Ora, qualquer pessoa medianamente esclarecida notará que, no Brasil de hoje (e talvez no mundo todo), os programas de governo pouco diferem uns dos outros. Todos eles são escravos de uma espécie de consenso público, que determina, literalmente, a esfera do “politicamente correto”: um quadro estabelecido de referências e vocabulário fora do qual um candidato qualquer não será considerado mais do que um pária. Hoje em dia, um candidato que não apresentar um discurso afinado sobre, por exemplo, meio-ambiente ou sustentabilidade jamais terá muita visibilidade na imprensa. Os mecanismos pelos quais tal “consenso” é imposto de cima para baixo, sob a inocente aparência de uma onda irresistível e espontânea, constituem um tema interessante por si mesmo, que exigiria um estudo à parte. Mas o que me interessa aqui é mostrar o quão inócua é a análise de programas de governo e declarações de campanha para se compreender as forças envolvidas em qualquer disputa política. Aquilo que os candidatos dizem e pensam não nos ajuda, no mínimo que seja, a entender o que eles efetivamente fazem e poderão vir a fazer.

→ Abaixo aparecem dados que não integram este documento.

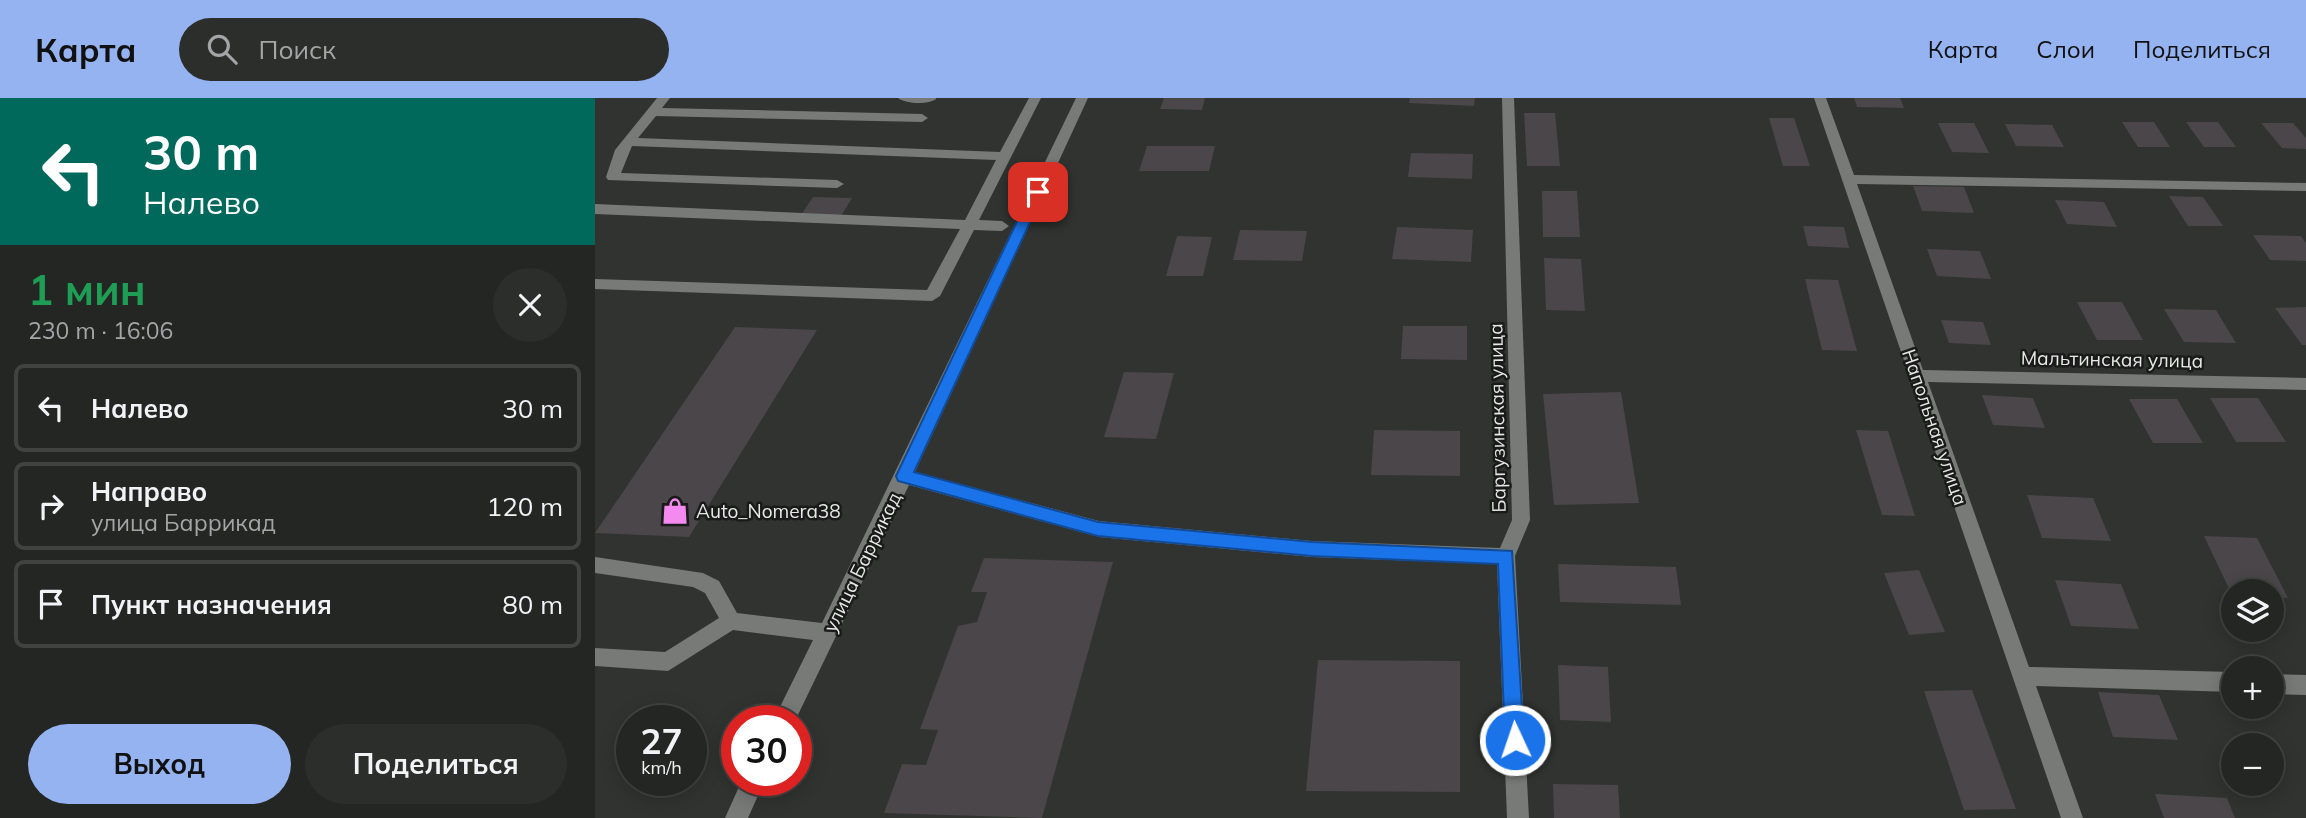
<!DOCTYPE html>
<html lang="ru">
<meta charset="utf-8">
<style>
:root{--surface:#242624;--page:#2c2e2c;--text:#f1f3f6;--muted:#a3a5a6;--line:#414341;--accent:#95b2f1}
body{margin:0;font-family:Mulish,sans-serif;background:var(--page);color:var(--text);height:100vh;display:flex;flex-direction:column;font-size:26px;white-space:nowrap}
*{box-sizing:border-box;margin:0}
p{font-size:23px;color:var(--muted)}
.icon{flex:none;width:38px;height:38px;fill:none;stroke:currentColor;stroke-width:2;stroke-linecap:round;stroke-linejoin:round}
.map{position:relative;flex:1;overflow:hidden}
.panel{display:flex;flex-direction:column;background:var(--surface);width:595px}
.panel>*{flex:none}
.hud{background:#00695c;color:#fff;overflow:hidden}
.fabs{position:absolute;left:1626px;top:481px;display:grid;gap:14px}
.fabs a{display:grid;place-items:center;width:63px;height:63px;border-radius:50%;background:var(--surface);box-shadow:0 4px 18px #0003,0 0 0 2px var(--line);font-size:35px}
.speed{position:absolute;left:21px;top:607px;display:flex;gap:14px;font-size:35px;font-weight:700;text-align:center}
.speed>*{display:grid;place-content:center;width:91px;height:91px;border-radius:50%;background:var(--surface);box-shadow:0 4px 18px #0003,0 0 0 2px var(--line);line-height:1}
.speed small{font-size:18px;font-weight:400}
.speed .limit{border:10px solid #d22;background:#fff;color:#111}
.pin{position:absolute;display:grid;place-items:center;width:60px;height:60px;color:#fff;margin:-30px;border-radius:14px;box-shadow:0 4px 10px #0006}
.me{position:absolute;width:77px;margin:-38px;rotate:357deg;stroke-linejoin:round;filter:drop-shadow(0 0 5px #0008)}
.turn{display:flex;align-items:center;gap:24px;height:147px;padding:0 28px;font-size:32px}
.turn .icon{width:91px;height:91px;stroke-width:2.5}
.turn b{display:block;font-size:49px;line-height:60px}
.round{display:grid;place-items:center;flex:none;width:74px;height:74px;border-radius:37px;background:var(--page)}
.overview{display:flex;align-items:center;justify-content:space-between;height:119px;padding:0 28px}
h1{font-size:42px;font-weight:700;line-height:52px;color:#1e9e55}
.primary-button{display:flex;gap:14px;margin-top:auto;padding:14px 28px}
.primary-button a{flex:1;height:80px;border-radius:42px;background:var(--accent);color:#111;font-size:28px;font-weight:700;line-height:80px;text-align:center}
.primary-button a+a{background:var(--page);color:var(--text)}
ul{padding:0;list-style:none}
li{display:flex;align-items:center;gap:21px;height:88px;margin:0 14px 10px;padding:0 14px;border:4px solid var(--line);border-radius:10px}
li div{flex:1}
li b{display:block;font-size:26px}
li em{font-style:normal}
header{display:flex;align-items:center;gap:42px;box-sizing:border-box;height:98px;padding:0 35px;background:var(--accent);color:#111}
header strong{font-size:33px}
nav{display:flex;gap:38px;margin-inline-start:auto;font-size:24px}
.search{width:490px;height:63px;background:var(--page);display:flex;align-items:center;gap:18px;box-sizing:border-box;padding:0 24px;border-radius:38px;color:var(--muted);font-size:26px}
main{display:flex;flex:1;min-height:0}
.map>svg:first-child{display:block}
.building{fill:#4a4649}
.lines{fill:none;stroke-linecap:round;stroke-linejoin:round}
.minor{fill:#787a78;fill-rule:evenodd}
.route{fill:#1a73e8;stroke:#114b97;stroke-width:2}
.labels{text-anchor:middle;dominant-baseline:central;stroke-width:5;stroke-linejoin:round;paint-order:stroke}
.street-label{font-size:19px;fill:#e6e8e6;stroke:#191a19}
.poi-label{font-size:19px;fill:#e6e8e6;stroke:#191a19;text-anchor:start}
</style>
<header>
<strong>Карта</strong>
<div class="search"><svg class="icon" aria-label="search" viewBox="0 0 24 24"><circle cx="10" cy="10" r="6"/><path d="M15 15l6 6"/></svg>Поиск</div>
<nav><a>Карта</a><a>Слои</a><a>Поделиться</a></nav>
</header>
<main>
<section class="panel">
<div class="hud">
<div class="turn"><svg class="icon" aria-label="left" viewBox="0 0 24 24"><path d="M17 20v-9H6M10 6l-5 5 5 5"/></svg><div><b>30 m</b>Налево</div></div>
</div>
<div class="overview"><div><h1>1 мин</h1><p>230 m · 16:06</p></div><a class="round"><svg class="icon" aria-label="close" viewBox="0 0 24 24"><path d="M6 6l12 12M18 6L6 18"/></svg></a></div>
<ul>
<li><svg class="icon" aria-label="left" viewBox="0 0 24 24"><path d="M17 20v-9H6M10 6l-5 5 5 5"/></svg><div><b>Налево</b></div><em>30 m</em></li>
<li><svg class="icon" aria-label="right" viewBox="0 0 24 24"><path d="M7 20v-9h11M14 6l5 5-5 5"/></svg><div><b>Направо</b><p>улица Баррикад</p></div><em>120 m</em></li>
<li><svg class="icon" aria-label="arrive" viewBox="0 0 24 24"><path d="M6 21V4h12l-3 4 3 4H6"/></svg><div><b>Пункт назначения</b></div><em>80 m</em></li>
</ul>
<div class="primary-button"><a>Выход</a><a>Поделиться</a></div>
</section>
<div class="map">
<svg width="1711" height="720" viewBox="0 0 1711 720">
<rect width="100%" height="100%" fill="#303330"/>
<g class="building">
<polygon points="569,0 610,0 607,12 565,11"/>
<polygon points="815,0 880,0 879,8 814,5"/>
<polygon points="1259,0 1305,0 1309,10 1262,9"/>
<polygon points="929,15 960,15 965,68 932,68"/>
<polygon points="1174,20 1199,20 1215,68 1188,68"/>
<polygon points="1527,24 1559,24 1575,49 1543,49"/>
<polygon points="1591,24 1623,24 1641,49 1609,49"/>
<polygon points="1343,25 1379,25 1394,55 1357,54"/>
<polygon points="1666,25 1698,25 1711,40 1711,51 1687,50"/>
<polygon points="1410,26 1457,27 1469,49 1421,48"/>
<polygon points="552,48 620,48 614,73 544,73"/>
<polygon points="816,55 878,56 877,81 813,79"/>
<polygon points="1318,88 1369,89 1379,115 1327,113"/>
<polygon points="947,93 982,93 985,139 948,139"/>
<polygon points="1574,98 1608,99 1628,128 1593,128"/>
<polygon points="218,99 257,100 246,118 206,117"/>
<polygon points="1460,102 1509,104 1522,129 1472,126"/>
<polygon points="1208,128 1249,129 1254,150 1213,148"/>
<polygon points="802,129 878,132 876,164 797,161"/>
<polygon points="645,132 712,133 707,163 638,162"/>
<polygon points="1658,137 1706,138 1711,145 1711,163 1675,162"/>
<polygon points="582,138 617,139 608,178 571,178"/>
<polygon points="1332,151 1385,153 1396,181 1342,178"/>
<polygon points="949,160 986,161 990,213 951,212"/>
<polygon points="1210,181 1243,182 1262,253 1227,252"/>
<polygon points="1482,204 1527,204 1548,242 1502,242"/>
<polygon points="1711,209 1711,247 1707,247 1680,210"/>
<polygon points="1569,211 1621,212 1641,245 1589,244"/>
<polygon points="1346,222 1388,224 1396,247 1354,245"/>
<polygon points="808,228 872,228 872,262 806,261"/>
<polygon points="140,229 222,232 94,439 0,435"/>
<polygon points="529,274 579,275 561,341 509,339"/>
<polygon points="1026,294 1044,405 959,407 948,296"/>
<polygon points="1387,297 1438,300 1450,330 1398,327"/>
<polygon points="1615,300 1663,300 1691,344 1641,344"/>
<polygon points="1534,301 1582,301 1608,345 1558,345"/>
<polygon points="779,332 865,333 865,378 776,377"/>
<polygon points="1261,332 1293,333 1320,418 1287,417"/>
<polygon points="1432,397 1498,400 1516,443 1447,440"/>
<polygon points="1609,438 1662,440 1693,500 1676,499 1676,494 1638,494 1638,499"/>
<polygon points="389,460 518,464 447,720 289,715 307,666 331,667 343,632 325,631 363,528 382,524 392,494 376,494"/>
<polygon points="963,466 1081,469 1086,507 965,504"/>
<polygon points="1324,472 1350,534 1314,537 1289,475"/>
<polygon points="1460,482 1526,486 1544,531 1476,528"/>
<polygon points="723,562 865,563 865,694 711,693"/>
<polygon points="963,567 1013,569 1016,624 965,622"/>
<polygon points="1377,592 1421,711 1369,712 1329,593"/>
<polygon points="1503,594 1564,597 1583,642 1518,639"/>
<polygon points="958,686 1023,687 1025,720 959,720"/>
<polygon points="1560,696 1632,700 1640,720 1569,720"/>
</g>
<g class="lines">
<g class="minor">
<polygon points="62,0 75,0 67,10 327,16 333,20 327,24 61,18 43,40 405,54 434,0 446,0 384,122 407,123 414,128 407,133 379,132 345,198 337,203 0,191 0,181 332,192 365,131 0,116 0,106 370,122 401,62 37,48 26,75 242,82 249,86 242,90 13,82 11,79 20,52"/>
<path d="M303,0H341V1C333,7 311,6 303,0Z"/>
<polygon points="481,0 493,0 320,374 504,423 717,443 905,450 917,422 907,0 919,0 935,422 920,458 934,720 912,720 902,466 717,459 504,439 314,387 200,623 178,623 218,542 138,532 73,573 0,568 0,550 70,554 124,520 110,495 98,489 0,475 0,459 108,475 124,483 142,515 227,525"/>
<polygon points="1219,0 1231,0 1259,77 1711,85 1711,93 1262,86 1328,272 1711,280 1711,292 1333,284 1434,569 1638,574 1638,594 1441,588 1488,720 1466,720"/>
<polygon points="1676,576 1711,577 1711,597 1676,596"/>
<polygon points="147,682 170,682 153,720 130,720"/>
</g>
</g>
<polygon class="route" points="443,90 449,94 319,374 503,424 717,444 917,453 929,642 927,648 920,651 913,648 910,642 903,466 717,458 503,438 303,383 301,378 436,94"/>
<defs>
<symbol id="shop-bare" viewBox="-9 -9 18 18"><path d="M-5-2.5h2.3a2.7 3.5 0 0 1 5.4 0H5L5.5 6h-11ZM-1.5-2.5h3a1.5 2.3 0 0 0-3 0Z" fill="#f489ef" stroke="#191a19" stroke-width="2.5" paint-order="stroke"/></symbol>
</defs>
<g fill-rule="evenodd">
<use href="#shop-bare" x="61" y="394" width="38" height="38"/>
</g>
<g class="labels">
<g class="street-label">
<text transform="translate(1517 261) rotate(1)">Мальтинская улица</text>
<text transform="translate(902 320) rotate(-91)">Баргузинская улица</text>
<text transform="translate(1340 329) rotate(71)">Напольная улица</text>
<text transform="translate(267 464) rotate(-64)">улица Баррикад</text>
</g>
<g class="poi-label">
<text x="101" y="413">Auto_Nomera38</text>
</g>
</g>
</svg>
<div class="fabs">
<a><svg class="icon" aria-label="layers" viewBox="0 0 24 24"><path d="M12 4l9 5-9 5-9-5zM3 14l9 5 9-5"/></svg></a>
<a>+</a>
<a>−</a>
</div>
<div class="speed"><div>27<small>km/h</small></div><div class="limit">30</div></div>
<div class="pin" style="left:443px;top:94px;background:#d93025"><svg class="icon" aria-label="arrive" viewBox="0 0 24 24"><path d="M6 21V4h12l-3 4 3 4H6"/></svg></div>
<svg class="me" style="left:920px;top:642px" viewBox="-20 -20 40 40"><circle r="17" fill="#1a73e8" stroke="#fff" stroke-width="3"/><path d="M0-11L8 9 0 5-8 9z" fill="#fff"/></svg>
</div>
</main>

Por exemplo, se o PT nos apresenta um belo programa de combate à violência e ao narcotráfico enquanto, ao mesmo tempo, assume compromissos políticos com organizações que fazem uso da violência e do narcotráfico, fica evidente que o programa não passa de uma fantasia, quando muito um discurso vazio de significado, e que o dado relevante para o analista são as alianças concretas do partido. A ciência política lida com esquemas e relações de poder e não com declarações formais de intenção. Confesso que me sinto um pouco constrangido por ter que lembrar esse tipo de coisa a uma cientista política de formação como Lúcia Hippolito.
Diante do exposto acima, fica claro que a ligação do PT com qualquer organização política transnacional é, então, de uma importância ímpar. Se esta organização, além disso, é um grupo guerrilheiro e, eventualmente, narcotraficante, o assunto torna-se não apenas urgente, mas inadiável. Não custa lembrar que o tráfico de drogas é um dos grandes responsáveis pelo espantoso índice de homicídios no Brasil (na cada das dezenas de milhares por ano, segundo o Mapa da Violência 2010).
O fato é que a “proibição de perguntar” – expressão cunhada pelo filósofo político Eric Voegelin, autor que, num livro magistral chamado Hitler e os Alemães (1951), nos revelou uma sociedade alemã às vésperas da ascensão do nazismo que, curiosamente, guarda muitas semelhanças com a sociedade brasileira atual – atingiu, neste caso das declarações de Índio da Costa, uma magnitude impressionante. A imprensa, em vez de questionar se o que estava sendo dito era ou não verdade, como seria o seu dever, preferiu pontificar sobre as qualidades estéticas e superficiais da afirmação, ou simplesmente silenciar sobre o assunto. Pouco importava se Índio da Costa dizia ou não a verdade, o que importava é que ele tinha sido “grosseiro”, “extremista”, “radical”. Entre uma mentira chique e uma verdade mal-comportada, a opinião pública brasileira nem pestaneja: opta pela primeira. Bem dizia o grande intelectual Mário Vieira de Mello, quando, já nos anos 1960, chamava a atenção para o estetismo atávico dos bem pensantes brasileiros (ver Desenvolvimento e Cultura: o problema do estetismo no Brasil, de 1963).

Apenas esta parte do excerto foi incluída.